→ **DATASET EXCERPTS**
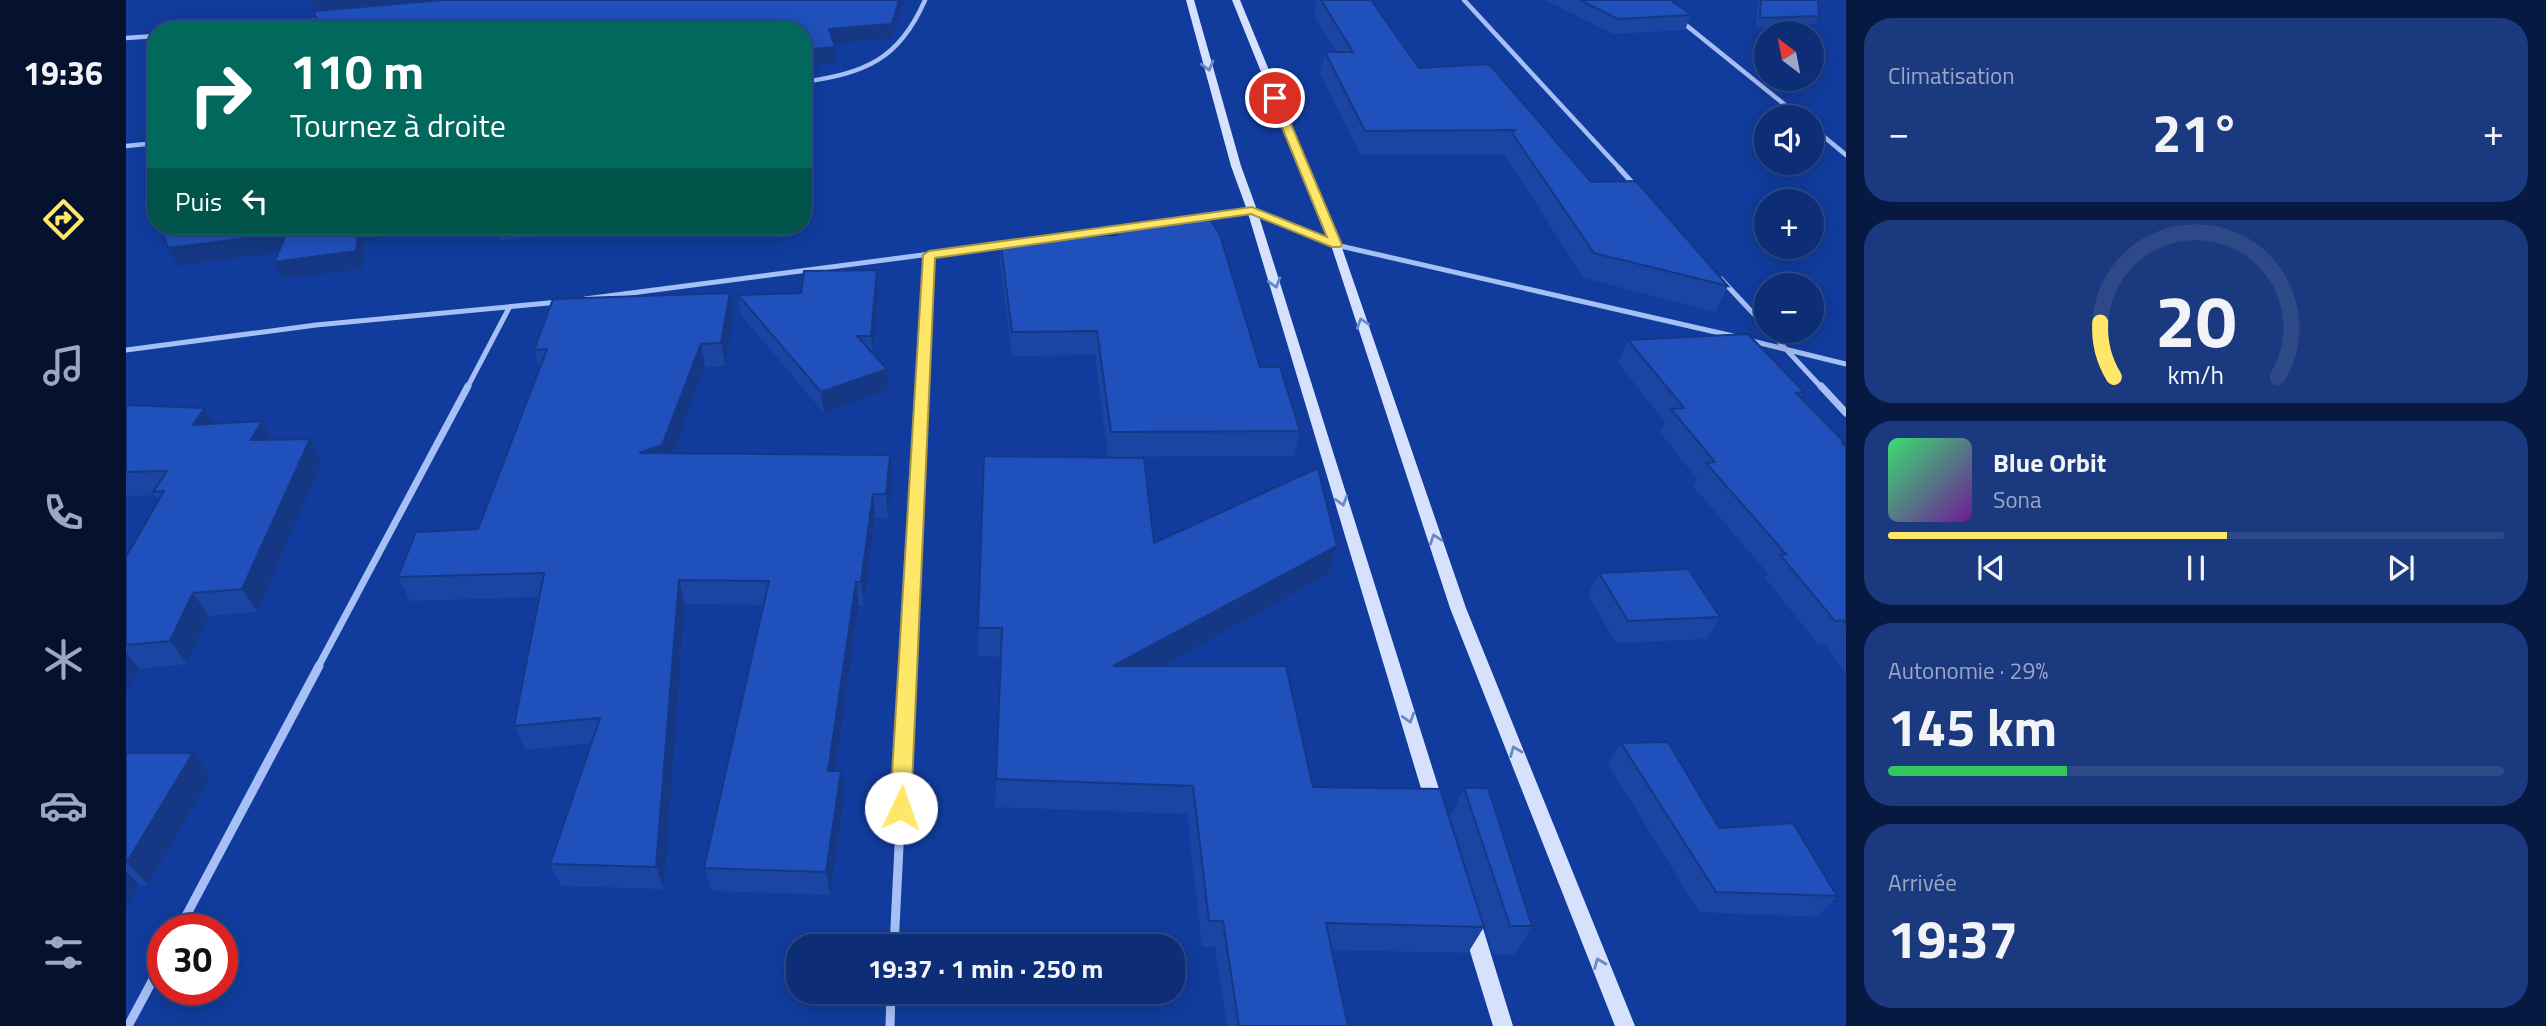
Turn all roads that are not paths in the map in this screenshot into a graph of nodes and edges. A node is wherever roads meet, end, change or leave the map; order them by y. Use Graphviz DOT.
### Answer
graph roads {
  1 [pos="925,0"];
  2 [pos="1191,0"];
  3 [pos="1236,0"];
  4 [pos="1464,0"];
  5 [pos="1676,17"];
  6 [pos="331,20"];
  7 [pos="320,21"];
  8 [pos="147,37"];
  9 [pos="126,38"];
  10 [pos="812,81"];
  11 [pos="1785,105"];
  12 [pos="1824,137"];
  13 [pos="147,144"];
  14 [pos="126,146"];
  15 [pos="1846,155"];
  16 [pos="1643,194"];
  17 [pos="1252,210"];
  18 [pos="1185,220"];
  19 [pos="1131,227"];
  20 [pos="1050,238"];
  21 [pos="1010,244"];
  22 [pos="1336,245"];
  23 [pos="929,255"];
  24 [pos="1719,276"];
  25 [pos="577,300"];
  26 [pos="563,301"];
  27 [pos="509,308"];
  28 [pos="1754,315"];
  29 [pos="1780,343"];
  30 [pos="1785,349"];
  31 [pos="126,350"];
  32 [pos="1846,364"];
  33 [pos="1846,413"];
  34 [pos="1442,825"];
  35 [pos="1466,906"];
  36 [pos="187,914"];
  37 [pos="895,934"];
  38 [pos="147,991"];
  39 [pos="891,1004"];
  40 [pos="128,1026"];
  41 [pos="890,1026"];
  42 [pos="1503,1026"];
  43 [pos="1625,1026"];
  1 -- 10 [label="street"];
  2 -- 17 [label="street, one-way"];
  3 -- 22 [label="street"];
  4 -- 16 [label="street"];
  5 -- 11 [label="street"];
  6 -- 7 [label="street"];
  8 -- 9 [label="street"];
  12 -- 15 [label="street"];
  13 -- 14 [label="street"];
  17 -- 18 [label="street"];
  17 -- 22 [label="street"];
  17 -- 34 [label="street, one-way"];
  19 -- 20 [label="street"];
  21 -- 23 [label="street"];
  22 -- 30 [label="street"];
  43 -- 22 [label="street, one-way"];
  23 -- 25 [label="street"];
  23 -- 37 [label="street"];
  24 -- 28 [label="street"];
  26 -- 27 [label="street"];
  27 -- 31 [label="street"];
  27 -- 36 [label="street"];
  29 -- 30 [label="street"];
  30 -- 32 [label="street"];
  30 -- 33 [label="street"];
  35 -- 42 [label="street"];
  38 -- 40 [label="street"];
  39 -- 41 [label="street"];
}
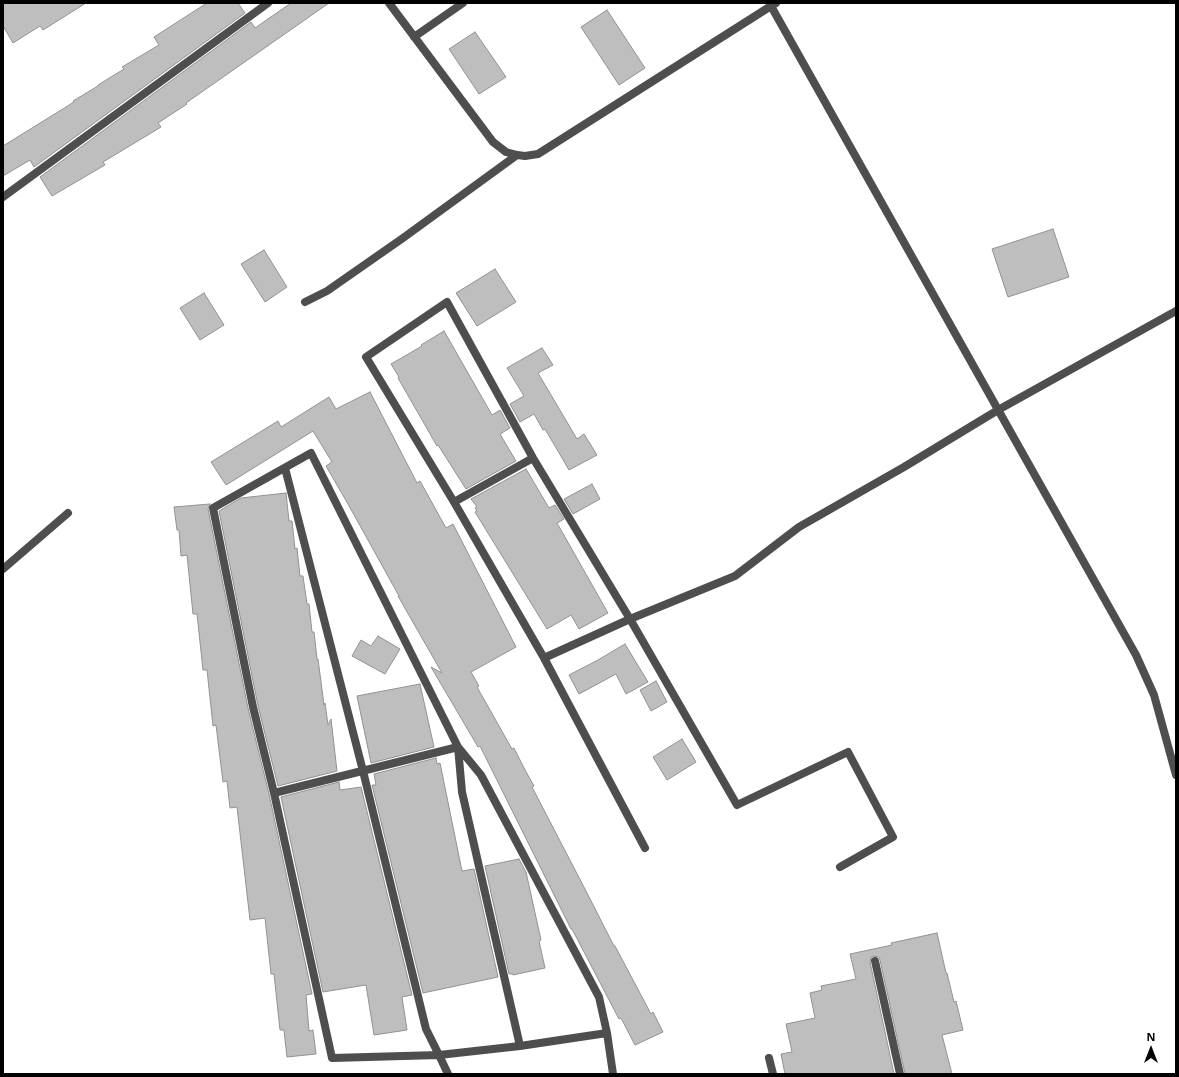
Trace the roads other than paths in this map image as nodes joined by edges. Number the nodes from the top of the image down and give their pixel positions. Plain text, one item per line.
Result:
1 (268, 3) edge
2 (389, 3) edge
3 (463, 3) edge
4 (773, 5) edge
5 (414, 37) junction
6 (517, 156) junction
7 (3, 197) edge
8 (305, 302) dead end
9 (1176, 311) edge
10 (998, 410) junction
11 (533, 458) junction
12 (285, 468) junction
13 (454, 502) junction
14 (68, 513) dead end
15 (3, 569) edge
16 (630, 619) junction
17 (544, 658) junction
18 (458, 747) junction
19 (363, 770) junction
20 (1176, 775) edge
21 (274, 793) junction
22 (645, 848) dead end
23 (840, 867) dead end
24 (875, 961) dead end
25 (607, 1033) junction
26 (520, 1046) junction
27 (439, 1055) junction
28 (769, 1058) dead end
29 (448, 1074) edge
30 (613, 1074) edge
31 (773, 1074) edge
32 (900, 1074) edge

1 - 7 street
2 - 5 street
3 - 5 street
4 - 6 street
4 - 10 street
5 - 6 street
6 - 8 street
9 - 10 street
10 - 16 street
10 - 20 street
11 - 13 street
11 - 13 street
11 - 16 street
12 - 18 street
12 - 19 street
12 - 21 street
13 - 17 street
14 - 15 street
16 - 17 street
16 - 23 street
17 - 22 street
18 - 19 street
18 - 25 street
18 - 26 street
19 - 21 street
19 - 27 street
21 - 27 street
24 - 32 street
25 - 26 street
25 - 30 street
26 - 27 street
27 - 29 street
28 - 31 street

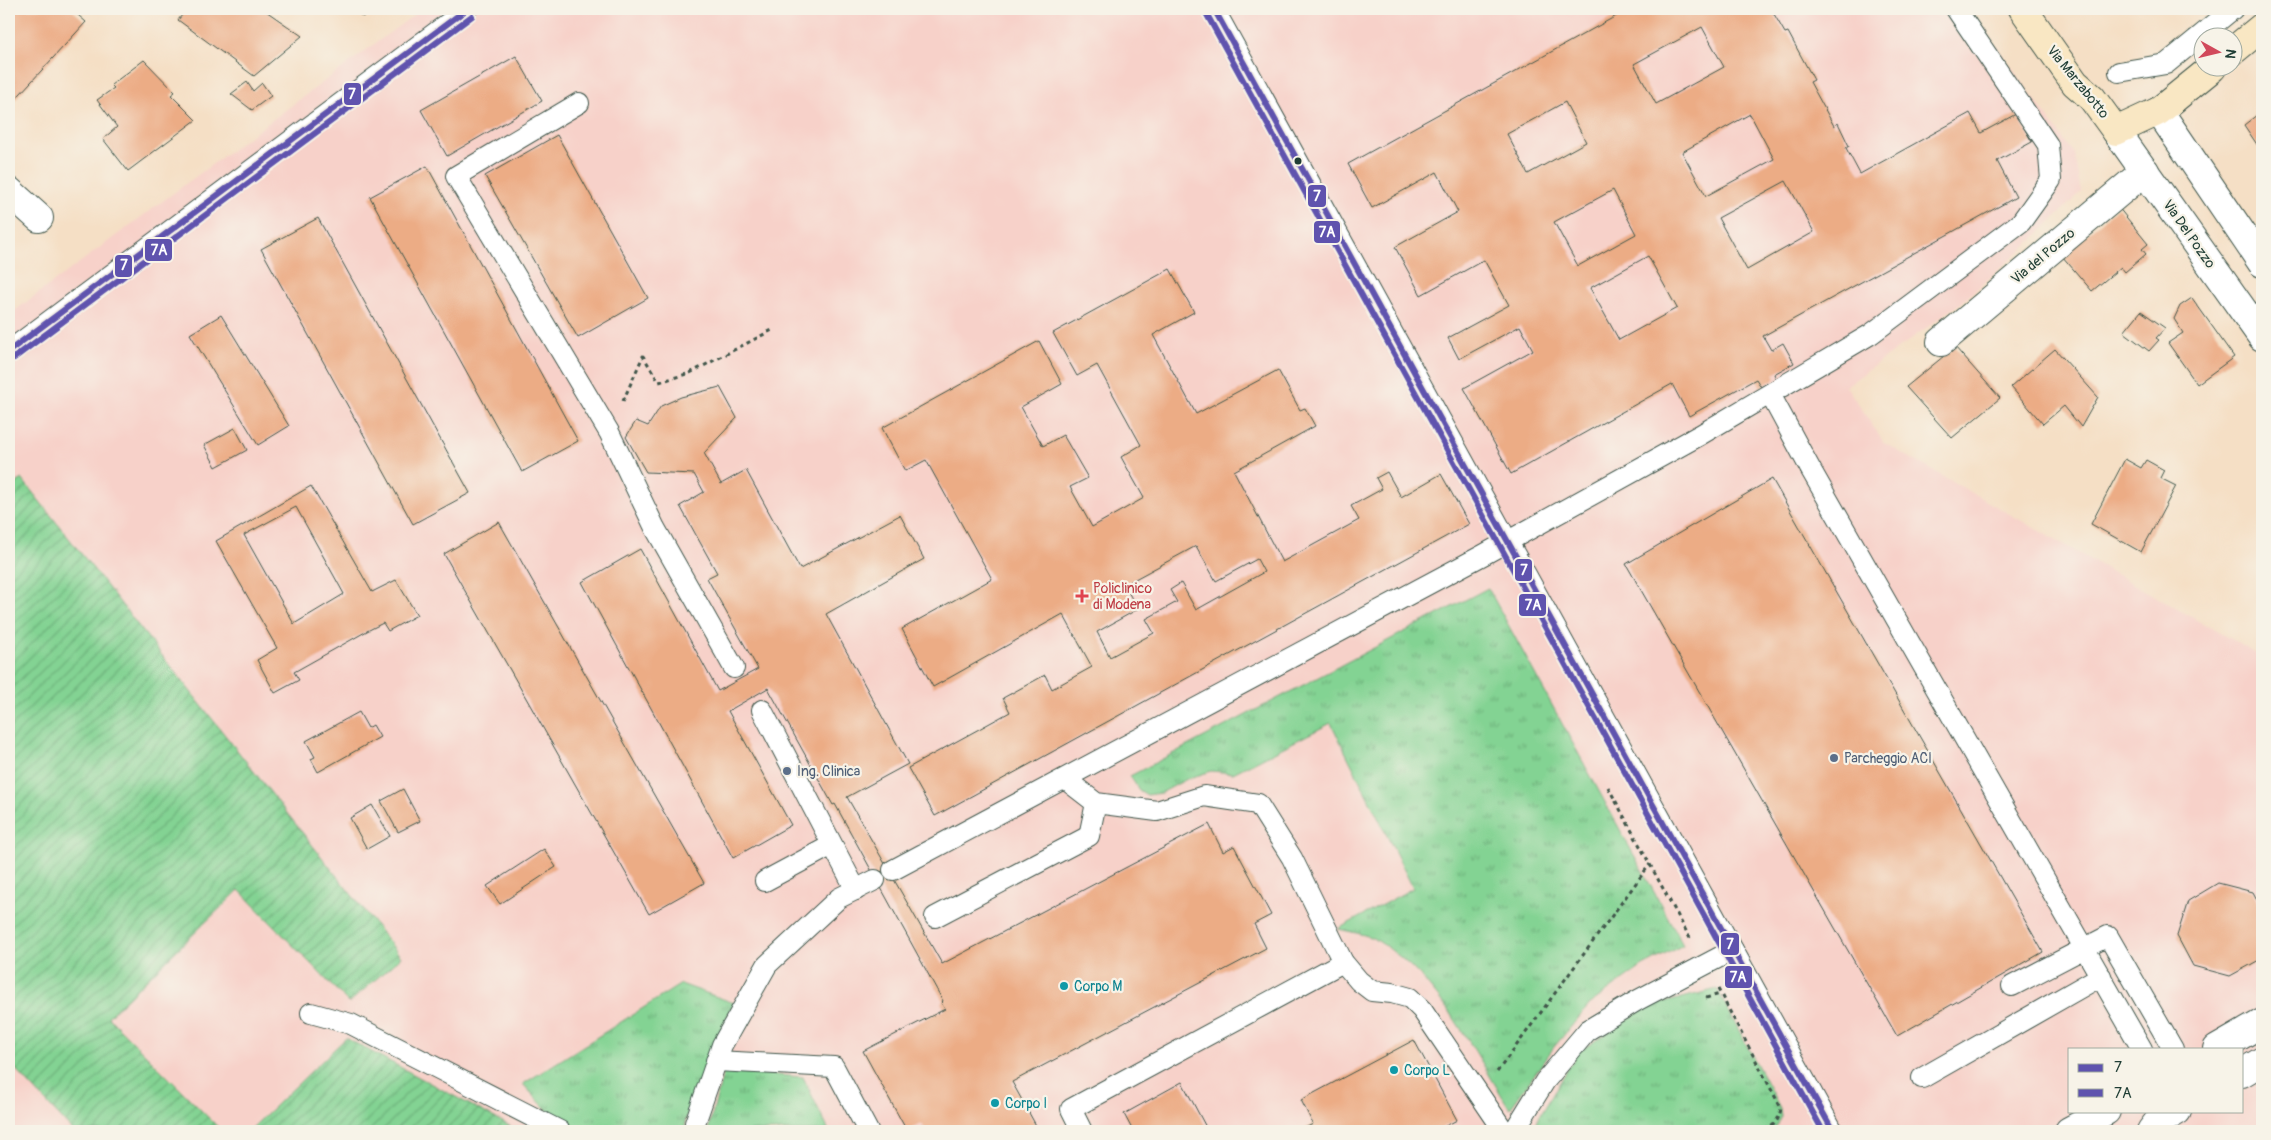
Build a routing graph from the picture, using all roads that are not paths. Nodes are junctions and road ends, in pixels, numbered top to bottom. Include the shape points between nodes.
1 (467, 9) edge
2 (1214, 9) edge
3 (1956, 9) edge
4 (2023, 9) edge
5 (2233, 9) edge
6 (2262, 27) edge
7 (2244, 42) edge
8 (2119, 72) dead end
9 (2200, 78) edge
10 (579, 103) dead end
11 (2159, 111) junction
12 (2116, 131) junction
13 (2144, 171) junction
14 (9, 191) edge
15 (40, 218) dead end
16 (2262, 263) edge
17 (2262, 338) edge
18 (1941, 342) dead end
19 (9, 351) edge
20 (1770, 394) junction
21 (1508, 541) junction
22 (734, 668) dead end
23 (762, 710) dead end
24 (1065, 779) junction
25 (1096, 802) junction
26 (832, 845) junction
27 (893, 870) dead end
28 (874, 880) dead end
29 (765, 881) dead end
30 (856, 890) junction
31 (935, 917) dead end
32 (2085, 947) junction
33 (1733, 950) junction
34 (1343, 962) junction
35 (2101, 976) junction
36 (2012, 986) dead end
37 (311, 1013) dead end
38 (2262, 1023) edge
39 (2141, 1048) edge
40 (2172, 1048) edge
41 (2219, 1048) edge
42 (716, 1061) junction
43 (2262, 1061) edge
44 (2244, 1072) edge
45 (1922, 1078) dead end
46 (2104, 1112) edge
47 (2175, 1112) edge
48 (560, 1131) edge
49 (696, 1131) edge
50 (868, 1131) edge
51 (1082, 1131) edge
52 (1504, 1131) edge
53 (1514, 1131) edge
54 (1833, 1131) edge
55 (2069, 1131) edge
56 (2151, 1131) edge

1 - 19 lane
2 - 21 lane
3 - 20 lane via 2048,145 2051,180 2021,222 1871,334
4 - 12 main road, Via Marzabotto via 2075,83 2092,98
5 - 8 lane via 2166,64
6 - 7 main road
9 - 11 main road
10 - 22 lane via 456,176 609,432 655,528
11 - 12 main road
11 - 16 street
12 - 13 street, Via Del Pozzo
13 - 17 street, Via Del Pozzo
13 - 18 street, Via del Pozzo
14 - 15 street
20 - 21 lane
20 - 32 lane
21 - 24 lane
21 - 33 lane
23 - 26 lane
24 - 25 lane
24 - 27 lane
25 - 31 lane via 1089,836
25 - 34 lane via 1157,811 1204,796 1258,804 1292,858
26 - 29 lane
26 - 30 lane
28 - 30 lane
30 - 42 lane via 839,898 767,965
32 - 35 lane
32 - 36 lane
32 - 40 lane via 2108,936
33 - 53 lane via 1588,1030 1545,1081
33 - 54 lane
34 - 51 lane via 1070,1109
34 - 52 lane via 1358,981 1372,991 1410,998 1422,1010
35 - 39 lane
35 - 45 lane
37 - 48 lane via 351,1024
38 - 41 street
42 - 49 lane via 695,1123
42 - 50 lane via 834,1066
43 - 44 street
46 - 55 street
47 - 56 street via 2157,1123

→ **TASK TO CARRY OUT**
Find the string "Pozzo" in the records, then copy each line where it occurs.

→ **RESPONSE AREA**
12 - 13 street, Via Del Pozzo
13 - 17 street, Via Del Pozzo
13 - 18 street, Via del Pozzo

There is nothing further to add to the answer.